Wrap Up of SHRM Atlanta Conference: Part 2

by Michael Haberman on March 16, 2012 · 0 comments


In this second part of my wrap of the SHRM Atlanta Conference I am going to comment on some of the sessions I attended. I had the responsibility of following and tweeting on the Law and Legislation track. On the first day I attended these sessions:

  1. Developing and Maintaining A Great Employee Handbook, presented by Jennifer Sandberg of Fisher & Phillips LLP. I have been doing handbooks for a long time, yet I was able to learn some things from Jennifer’s presentation. She pointed out that your handbook should not only reflect your brand it should reinforce it. It is an indication of how important you consider that new employee, thus you should make it attractive and readable. She said you should set the expectation that it is something you want the employee to keep. Thus it needs to be tailored to your company. At the same time the handbook should not try to solve every problem or address every issue. Properly crafted the handbook can be a flexible document that can protect the company while informing the employee.
  2. Georgia’s New Restrictive Covenant Act: What Employers Need to Know presented by Todd Wozniak and Brett Lane, both of Greenberg Traurig LLP. The Georgia law has changed substantially in the past couple of years to be more favorable to employers. It allows for alteration of restrictive covenants now. These gentlemen made the distinction between the various type of covenants. The prime ones are nondisclosure, customer nonsolicitation and noncompetes. They pointed out that it is not necessary to have all three for all employees. They do feel all employees should sign nondisclosures, as all employees have access to information about the company. But nonsolicitation and noncompetes should be used more sparingly depending on the level of the employee involved. Todd recommended a “bucket approach” of three buckets of nondisclosure, customer nonsolicitation and noncompetes.

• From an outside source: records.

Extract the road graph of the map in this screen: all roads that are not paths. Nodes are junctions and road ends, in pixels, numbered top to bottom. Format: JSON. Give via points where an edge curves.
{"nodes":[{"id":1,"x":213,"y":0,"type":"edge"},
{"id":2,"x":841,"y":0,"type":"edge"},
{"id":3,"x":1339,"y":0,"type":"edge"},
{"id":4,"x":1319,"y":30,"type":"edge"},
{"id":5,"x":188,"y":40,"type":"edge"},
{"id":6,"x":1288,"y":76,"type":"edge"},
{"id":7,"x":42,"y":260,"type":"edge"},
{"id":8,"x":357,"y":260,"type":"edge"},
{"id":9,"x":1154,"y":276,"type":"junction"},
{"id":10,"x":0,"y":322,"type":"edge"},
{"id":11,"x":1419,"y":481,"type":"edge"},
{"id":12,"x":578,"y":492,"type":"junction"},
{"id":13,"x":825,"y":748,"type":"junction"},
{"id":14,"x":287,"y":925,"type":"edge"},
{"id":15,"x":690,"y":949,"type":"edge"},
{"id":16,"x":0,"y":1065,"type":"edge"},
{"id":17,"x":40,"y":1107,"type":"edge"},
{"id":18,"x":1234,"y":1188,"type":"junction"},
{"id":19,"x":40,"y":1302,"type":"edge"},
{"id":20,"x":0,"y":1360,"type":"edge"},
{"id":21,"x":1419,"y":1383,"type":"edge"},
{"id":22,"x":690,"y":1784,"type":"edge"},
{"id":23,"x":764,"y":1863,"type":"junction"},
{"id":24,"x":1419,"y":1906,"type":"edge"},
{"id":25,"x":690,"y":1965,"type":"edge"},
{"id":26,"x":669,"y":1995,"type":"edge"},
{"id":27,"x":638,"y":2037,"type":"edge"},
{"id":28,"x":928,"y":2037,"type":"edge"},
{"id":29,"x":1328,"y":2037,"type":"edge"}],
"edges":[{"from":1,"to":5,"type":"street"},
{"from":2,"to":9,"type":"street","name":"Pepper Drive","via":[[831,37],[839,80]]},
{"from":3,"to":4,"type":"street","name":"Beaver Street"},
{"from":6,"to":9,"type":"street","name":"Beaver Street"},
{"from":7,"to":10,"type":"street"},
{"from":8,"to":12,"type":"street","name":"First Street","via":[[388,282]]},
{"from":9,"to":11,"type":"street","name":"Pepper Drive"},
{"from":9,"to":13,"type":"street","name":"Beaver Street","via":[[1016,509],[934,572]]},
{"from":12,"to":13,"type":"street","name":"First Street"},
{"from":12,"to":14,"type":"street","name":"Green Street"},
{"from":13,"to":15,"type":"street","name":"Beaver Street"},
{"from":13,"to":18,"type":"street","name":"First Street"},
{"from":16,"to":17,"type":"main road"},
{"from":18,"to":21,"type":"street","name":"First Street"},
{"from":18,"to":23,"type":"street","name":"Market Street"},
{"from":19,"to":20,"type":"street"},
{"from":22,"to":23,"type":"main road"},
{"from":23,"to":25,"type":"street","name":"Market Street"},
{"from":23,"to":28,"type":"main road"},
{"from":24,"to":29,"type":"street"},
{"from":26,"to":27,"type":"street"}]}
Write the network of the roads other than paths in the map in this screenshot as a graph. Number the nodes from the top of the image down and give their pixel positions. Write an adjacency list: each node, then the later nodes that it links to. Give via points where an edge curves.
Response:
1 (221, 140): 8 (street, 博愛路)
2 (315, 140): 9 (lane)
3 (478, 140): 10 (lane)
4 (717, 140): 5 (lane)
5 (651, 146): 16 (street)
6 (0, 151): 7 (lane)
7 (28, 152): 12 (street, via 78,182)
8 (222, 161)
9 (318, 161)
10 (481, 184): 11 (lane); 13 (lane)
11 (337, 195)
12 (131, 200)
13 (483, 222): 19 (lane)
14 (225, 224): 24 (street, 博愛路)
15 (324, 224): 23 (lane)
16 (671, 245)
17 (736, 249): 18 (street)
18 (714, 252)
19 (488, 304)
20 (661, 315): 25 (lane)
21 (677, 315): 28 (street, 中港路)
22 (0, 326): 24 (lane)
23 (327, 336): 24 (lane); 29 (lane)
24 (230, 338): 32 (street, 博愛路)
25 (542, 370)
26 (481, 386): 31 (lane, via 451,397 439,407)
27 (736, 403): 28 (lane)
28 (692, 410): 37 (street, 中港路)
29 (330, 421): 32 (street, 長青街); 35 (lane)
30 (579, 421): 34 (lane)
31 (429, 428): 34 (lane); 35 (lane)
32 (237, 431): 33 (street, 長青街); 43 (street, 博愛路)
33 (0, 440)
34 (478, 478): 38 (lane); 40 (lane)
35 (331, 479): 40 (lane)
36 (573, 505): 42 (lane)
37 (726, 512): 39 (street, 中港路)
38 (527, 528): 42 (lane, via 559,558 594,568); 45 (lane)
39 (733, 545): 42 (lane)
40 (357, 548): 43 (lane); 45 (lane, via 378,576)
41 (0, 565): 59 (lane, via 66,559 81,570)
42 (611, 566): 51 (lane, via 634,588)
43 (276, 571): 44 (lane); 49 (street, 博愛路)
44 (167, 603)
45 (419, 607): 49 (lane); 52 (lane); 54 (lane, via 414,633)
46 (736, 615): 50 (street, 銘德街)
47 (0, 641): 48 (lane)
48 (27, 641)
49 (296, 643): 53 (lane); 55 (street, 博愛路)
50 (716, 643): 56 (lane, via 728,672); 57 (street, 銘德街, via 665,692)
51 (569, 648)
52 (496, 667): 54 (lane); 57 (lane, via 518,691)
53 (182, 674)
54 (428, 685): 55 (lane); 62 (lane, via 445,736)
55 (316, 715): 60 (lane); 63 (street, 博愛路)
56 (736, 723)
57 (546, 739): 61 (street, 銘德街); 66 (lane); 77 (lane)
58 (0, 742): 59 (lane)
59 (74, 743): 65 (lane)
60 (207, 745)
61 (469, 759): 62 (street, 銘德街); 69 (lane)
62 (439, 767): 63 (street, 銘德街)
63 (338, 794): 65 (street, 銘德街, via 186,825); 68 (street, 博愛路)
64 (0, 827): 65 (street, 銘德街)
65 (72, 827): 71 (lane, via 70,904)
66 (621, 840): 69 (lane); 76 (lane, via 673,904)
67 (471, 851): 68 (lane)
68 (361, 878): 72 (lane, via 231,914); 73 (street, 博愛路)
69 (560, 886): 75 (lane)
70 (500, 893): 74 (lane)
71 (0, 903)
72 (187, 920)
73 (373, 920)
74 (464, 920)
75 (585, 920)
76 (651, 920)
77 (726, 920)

Decide which bucket is appropriate for which level of employee.
  3. Information Privacy and Security- Working Remotely, Social Networking, Employee Monitoring and How to Avoid or Manage the Lawsuit That’s Coming  presented by David Long-Daniels and Peter Hall, both of GreenbergTraurig LLP. First, David may be in the wrong profession. I don’t mean that in a negative way, he is undoubtedly a very fine attorney, but with mellifluous baritone voice he should be doing voice overs for TV specials. The message that these attorneys gave us is that this is a big scary world and we are going to stumble over different parts. I need to reread their notes, but one interesting issue they pointed out was that a privacy violation may occur in your efforts to be a conscientous employee. If you email files to your home computer in an effort to be able to work at home you may be in violation of various confidentialy or privacy provisions of various laws, such as HIPAA.
  4. How Would This Look in Court? presented by Tillman Coffey of Fisher & Phillips LLP. Tillman had the uneviable position of having the final session of the day, often a difficult time to hold attendees attention. To his credit he did a superb job. Through a series of video  vignettes he should us a situation that no HR manager in their right mind would ever want to be in. He should an HR manager conducting, poorly I might add, a sexual harassment investigation, followed by that HR manager being deposed by a plaintiff’s attorney.  In that process the lessons of documentation, thoroughness and consistency were reinforced.

That ended the track for the day and I left much more informed than I had when I started the day. I was looking forward to the next day, and that is what I will talk about in the next blog post.